EXERCISE DIRECTIONS
If a line in the entries below contains the word "Crescent", it counts; report how many such lines there are, and only that number.

Records from a dataset:
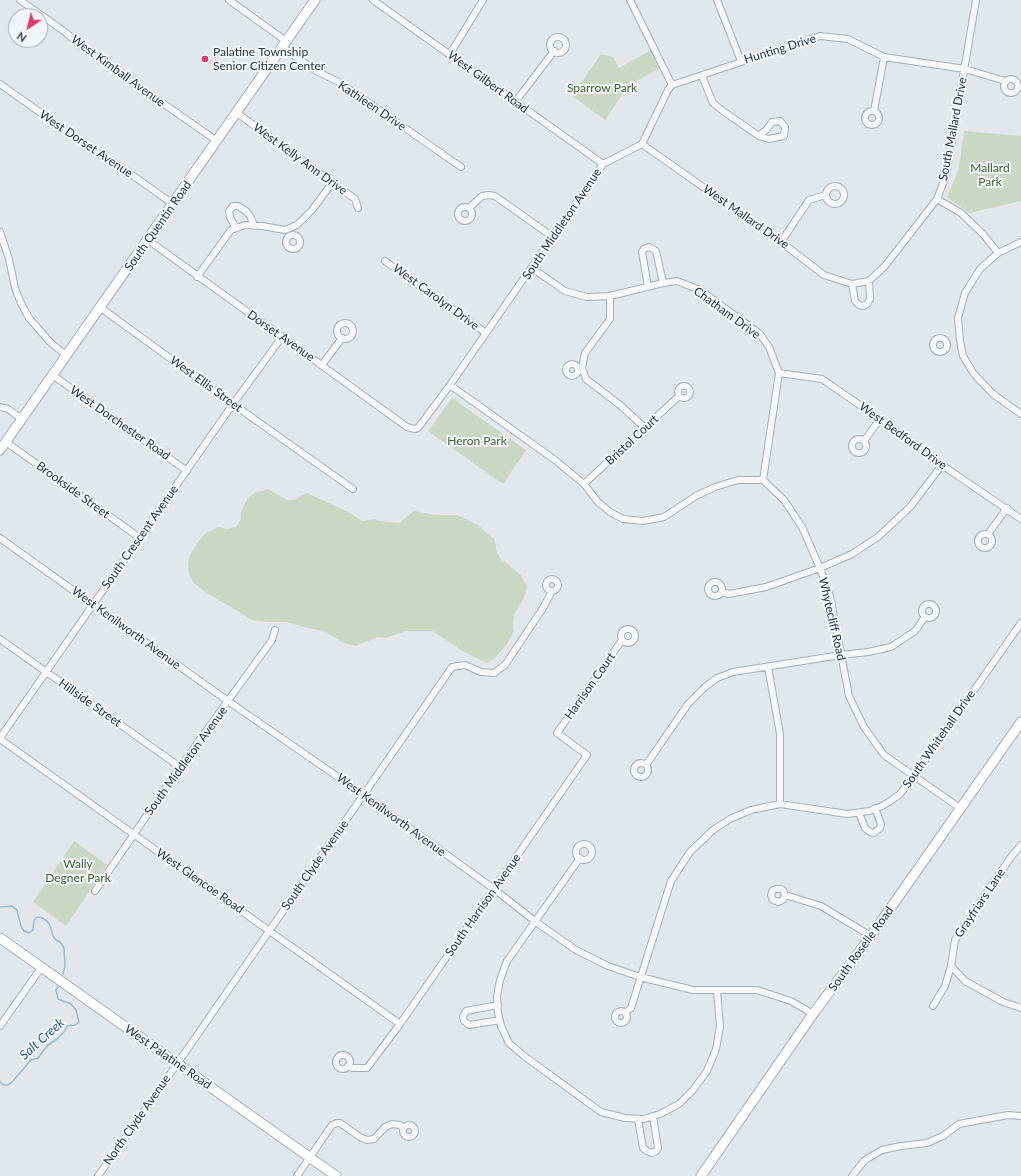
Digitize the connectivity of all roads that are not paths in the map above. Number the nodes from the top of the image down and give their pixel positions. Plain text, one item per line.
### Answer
1 (20, 0) edge
2 (229, 0) edge
3 (315, 0) edge
4 (373, 0) edge
5 (483, 0) edge
6 (630, 0) edge
7 (717, 0) edge
8 (976, 0) edge
9 (284, 44) junction
10 (554, 51) dead end
11 (450, 54) junction
12 (884, 57) junction
13 (741, 62) junction
14 (965, 69) junction
15 (702, 76) junction
16 (1004, 81) dead end
17 (0, 84) edge
18 (672, 85) junction
19 (516, 101) junction
20 (874, 111) dead end
21 (237, 113) junction
22 (760, 136) dead end
23 (217, 141) junction
24 (642, 144) junction
25 (603, 164) junction
26 (461, 167) dead end
27 (333, 182) junction
28 (826, 195) dead end
29 (937, 199) junction
30 (173, 204) junction
31 (358, 208) dead end
32 (470, 208) dead end
33 (254, 225) junction
34 (236, 228) junction
35 (290, 228) junction
36 (0, 232) edge
37 (292, 235) dead end
38 (553, 237) junction
39 (148, 240) junction
40 (781, 242) junction
41 (1021, 242) edge
42 (998, 253) junction
43 (385, 261) dead end
44 (532, 268) junction
45 (197, 276) junction
46 (869, 281) junction
47 (663, 283) junction
48 (852, 284) junction
49 (648, 287) junction
50 (610, 296) junction
51 (101, 308) junction
52 (486, 334) junction
53 (282, 337) junction
54 (342, 338) dead end
55 (960, 341) junction
56 (947, 344) dead end
57 (67, 356) junction
58 (322, 365) junction
59 (779, 373) junction
60 (54, 376) junction
61 (450, 385) junction
62 (679, 396) dead end
63 (232, 404) junction
64 (0, 407) edge
65 (1021, 414) edge
66 (22, 419) junction
67 (880, 419) junction
68 (644, 427) junction
69 (415, 429) joint
70 (864, 441) dead end
71 (6, 442) junction
72 (0, 450) edge
73 (942, 465) junction
74 (187, 471) junction
75 (763, 480) junction
76 (584, 484) junction
77 (353, 489) dead end
78 (1007, 508) junction
79 (1021, 519) edge
80 (988, 534) dead end
81 (0, 538) edge
82 (140, 538) junction
83 (820, 568) junction
84 (552, 591) dead end
85 (721, 592) dead end
86 (93, 604) junction
87 (925, 618) dead end
88 (1021, 623) edge
89 (275, 630) dead end
90 (0, 639) edge
91 (622, 640) dead end
92 (841, 655) junction
93 (768, 667) junction
94 (46, 672) junction
95 (228, 701) junction
96 (1021, 722) edge
97 (557, 733) joint
98 (0, 739) edge
99 (646, 765) dead end
100 (180, 767) junction
101 (914, 776) junction
102 (364, 794) junction
103 (780, 804) junction
104 (875, 808) junction
105 (960, 808) junction
106 (859, 813) junction
107 (133, 834) junction
108 (1021, 845) edge
109 (580, 858) dead end
110 (494, 889) junction
111 (94, 891) dead end
112 (785, 895) dead end
113 (536, 922) junction
114 (270, 930) junction
115 (871, 936) junction
116 (0, 938) edge
117 (950, 966) junction
118 (41, 968) junction
119 (640, 977) junction
120 (717, 991) junction
121 (498, 1005) junction
122 (933, 1006) dead end
123 (1021, 1008) edge
124 (626, 1013) dead end
125 (813, 1014) junction
126 (500, 1020) junction
127 (1, 1023) edge
128 (400, 1024) junction
129 (177, 1064) junction
130 (348, 1066) dead end
131 (653, 1116) junction
132 (1021, 1116) edge
133 (638, 1119) junction
134 (404, 1128) dead end
135 (310, 1157) junction
136 (98, 1176) edge
137 (297, 1176) edge
138 (336, 1176) edge
139 (701, 1176) edge
140 (852, 1176) edge

1 - 23 street, West Kimball Avenue
2 - 9 street, Kathleen Drive
3 - 9 main road, South Quentin Road
4 - 11 street, West Gilbert Road
5 - 11 street
6 - 18 street
7 - 13 street
8 - 14 street, South Mallard Drive
9 - 21 main road, South Quentin Road
9 - 26 street, Kathleen Drive
10 - 19 street
11 - 19 street, West Gilbert Road
12 - 13 street, Hunting Drive
12 - 14 street, Hunting Drive
12 - 20 street
13 - 15 street, Hunting Drive
14 - 16 street, Hunting Drive
14 - 29 street, South Mallard Drive
15 - 18 street, Hunting Drive
15 - 22 street
17 - 30 street, West Dorset Avenue
18 - 24 street
19 - 25 street, West Gilbert Road
21 - 23 main road, South Quentin Road
21 - 27 street, West Kelly Ann Drive
23 - 30 main road, South Quentin Road
24 - 25 street, South Middleton Avenue
24 - 40 street, West Mallard Drive
25 - 38 street, South Middleton Avenue
27 - 31 street, West Kelly Ann Drive
27 - 35 street
28 - 40 street
29 - 42 street
29 - 46 street, South Mallard Drive
30 - 39 main road, South Quentin Road
32 - 38 street
33 - 34 street
33 - 34 street
33 - 35 street
34 - 45 street
35 - 37 street
36 - 57 street
38 - 44 street, South Middleton Avenue
39 - 45 street, Dorset Avenue
39 - 51 main road, South Quentin Road
40 - 48 street, West Mallard Drive
41 - 42 street
42 - 55 street
43 - 52 street, West Carolyn Drive
44 - 50 street, Chatham Drive
44 - 52 street, South Middleton Avenue
45 - 53 street, Dorset Avenue
46 - 48 street, West Mallard Drive
46 - 48 street
47 - 49 street, Chatham Drive
47 - 49 street
47 - 59 street, Chatham Drive
49 - 50 street, Chatham Drive
50 - 68 street
51 - 57 main road, South Quentin Road
51 - 63 street, West Ellis Street
52 - 61 street, South Middleton Avenue
53 - 58 street, Dorset Avenue
53 - 63 street, South Crescent Avenue
54 - 58 street
55 - 56 street
55 - 65 street
57 - 60 main road, South Quentin Road
58 - 69 street, Dorset Avenue
59 - 67 street, West Bedford Drive
59 - 75 street
60 - 66 main road, South Quentin Road
60 - 74 street, West Dorchester Road
61 - 69 street, South Middleton Avenue
61 - 76 street
62 - 68 street, Bristol Court
63 - 74 street, South Crescent Avenue
63 - 77 street, West Ellis Street
64 - 66 street
66 - 71 main road, South Quentin Road
67 - 70 street
67 - 73 street, West Bedford Drive
68 - 76 street, Bristol Court
71 - 72 main road, South Quentin Road
71 - 82 street, Brookside Street
73 - 78 street, West Bedford Drive
73 - 83 street
74 - 82 street, South Crescent Avenue
75 - 76 street
75 - 83 street, Whytecliff Road
78 - 79 street, West Bedford Drive
78 - 80 street
81 - 86 street, West Kenilworth Avenue
82 - 86 street, South Crescent Avenue
83 - 85 street
83 - 92 street, Whytecliff Road
84 - 102 street, South Clyde Avenue
86 - 94 street, South Crescent Avenue
86 - 95 street, West Kenilworth Avenue
87 - 92 street
88 - 101 street, South Whitehall Drive
89 - 95 street, South Middleton Avenue
90 - 94 street, Hillside Street
91 - 97 street, Harrison Court
92 - 93 street
92 - 101 street, Whytecliff Road
93 - 99 street
93 - 103 street
94 - 98 street, South Crescent Avenue
94 - 100 street, Hillside Street
95 - 100 street, South Middleton Avenue
95 - 102 street, West Kenilworth Avenue
96 - 105 main road, South Roselle Road
97 - 110 street, South Harrison Avenue
98 - 107 street, West Glencoe Road
100 - 107 street, South Middleton Avenue
101 - 104 street, South Whitehall Drive
101 - 105 street, Whytecliff Road
102 - 110 street, West Kenilworth Avenue
102 - 114 street, South Clyde Avenue
103 - 106 street, South Whitehall Drive
103 - 119 street, South Whitehall Drive
104 - 106 street, South Whitehall Drive
104 - 106 street
105 - 115 main road, South Roselle Road
107 - 111 street, South Middleton Avenue
107 - 114 street, West Glencoe Road
108 - 117 street, Grayfriars Lane
109 - 113 street
110 - 113 street, West Kenilworth Avenue
110 - 128 street, South Harrison Avenue
112 - 115 street
113 - 119 street, West Kenilworth Avenue
113 - 121 street
114 - 128 street, West Glencoe Road
114 - 129 street, South Clyde Avenue
115 - 125 main road, South Roselle Road
116 - 118 main road, West Palatine Road
117 - 122 street, Grayfriars Lane
117 - 123 street
118 - 127 street
118 - 129 main road, West Palatine Road
119 - 120 street, West Kenilworth Avenue
119 - 124 street, South Whitehall Drive
120 - 125 street, West Kenilworth Avenue
120 - 131 street
121 - 126 street
121 - 126 street
125 - 139 main road, South Roselle Road
126 - 133 street
128 - 130 street, South Harrison Avenue
129 - 135 main road, West Palatine Road
129 - 136 street, North Clyde Avenue
131 - 133 street
131 - 133 street
132 - 140 street
134 - 135 street
135 - 137 street
135 - 138 main road, West Palatine Road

TASK RESULT
6